You may have other skills and qualifications that will help you run your pub. For example, we’ve had accountants and bookkeepers take on pub tenancies and bring very useful and practical financial skills into the business. Other pub operators have acquired experience in sales and marketing, including social media through their previous jobs, and these are extremely important in promoting the pub and reaching customers.
Outsourcing and Business Support
It is not essential to possess a qualification in every category in which a pub operates, especially if you are a sole trader or are seeking to establish a business running several pubs. After all, no one can do everything because there are so many skills that are now needed to operate a business successfully. Learning to outsource and delegate is an important business skill and one that pub operators can usefully utilise. What is absolutely critical is that you possess the appropriate licenses, have basic practical skills and business/financial knowledge. Beyond that, you can utilise the skills of specialists such as accountants and solicitors.

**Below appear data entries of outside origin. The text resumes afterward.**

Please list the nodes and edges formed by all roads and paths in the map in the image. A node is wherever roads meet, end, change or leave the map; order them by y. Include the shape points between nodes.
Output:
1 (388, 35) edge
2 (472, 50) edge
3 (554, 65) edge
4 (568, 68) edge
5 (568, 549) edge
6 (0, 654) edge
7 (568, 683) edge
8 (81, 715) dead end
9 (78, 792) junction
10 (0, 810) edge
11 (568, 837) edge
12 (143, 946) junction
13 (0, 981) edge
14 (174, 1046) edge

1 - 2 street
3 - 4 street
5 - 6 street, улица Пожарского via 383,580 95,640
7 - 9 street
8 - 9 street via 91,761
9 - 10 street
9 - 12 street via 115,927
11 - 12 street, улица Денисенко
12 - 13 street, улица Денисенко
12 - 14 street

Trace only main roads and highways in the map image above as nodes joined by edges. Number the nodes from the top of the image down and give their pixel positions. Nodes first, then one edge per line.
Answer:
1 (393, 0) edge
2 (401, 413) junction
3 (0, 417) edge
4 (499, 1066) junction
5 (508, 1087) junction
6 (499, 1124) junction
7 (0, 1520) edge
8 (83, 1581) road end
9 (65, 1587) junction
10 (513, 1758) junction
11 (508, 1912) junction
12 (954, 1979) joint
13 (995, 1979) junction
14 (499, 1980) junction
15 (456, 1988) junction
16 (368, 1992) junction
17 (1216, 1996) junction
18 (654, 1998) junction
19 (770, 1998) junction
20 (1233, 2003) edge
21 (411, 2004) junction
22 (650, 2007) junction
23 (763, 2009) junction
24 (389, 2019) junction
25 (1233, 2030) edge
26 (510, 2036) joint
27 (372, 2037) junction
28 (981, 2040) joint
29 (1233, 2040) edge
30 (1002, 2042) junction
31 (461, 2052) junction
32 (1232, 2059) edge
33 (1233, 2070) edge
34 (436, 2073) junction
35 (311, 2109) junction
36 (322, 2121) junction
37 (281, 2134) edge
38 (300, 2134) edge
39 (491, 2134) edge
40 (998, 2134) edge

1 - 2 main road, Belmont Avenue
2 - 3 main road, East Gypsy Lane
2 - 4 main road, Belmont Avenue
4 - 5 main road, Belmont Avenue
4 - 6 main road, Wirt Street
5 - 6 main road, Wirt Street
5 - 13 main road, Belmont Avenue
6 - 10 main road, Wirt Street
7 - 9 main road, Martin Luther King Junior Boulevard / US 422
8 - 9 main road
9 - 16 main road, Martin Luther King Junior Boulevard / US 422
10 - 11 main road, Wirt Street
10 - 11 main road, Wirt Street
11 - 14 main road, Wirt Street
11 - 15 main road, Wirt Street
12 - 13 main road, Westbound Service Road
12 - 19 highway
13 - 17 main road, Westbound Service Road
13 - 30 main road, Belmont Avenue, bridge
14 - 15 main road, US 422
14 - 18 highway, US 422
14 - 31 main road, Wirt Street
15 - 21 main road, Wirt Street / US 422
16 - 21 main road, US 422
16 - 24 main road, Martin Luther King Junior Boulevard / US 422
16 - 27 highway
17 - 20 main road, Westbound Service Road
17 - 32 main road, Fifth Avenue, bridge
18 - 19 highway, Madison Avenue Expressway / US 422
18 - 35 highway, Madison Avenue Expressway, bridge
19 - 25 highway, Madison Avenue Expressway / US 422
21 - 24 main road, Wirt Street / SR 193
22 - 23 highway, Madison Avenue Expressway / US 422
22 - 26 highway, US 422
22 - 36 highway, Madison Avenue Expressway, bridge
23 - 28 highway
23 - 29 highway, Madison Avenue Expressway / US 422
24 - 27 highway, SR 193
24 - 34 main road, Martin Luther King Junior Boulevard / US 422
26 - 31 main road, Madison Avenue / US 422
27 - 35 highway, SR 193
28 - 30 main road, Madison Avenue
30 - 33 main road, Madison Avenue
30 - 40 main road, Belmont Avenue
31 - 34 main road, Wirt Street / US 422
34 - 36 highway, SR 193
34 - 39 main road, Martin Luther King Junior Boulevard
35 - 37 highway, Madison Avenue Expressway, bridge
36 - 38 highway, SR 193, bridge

Well trained staff will be able to take responsibility for many of the day to day activities involved in operating a pub. Other tasks can often be outsourced. Use the services of a virtual PA to do basic administration. Very few pub operators that have a food offer within their business actually do the cooking themselves. Employing a chef who has the training and skills to do the job is the obvious answer.
Check out the skills of your staff – the range of tasks they can undertake may surprise you. Some may be great at social media, while others may be good at promotional or sales work. Arrange some extra training and your employee would be able to take on those roles within the business, thus releasing you to focus on developing the business concept. As a pub operator your main role is to supervise and ensure that everything is done correctly, that administration and finances are up to date and seeking ways to improve the business offer.
By outsourcing and delegating as much as possible, you have the time to do what you do best: being a business owner, an entrepreneur and make your business profitable whether it be by concentrating on one site or building up a small chain of pubs in your area.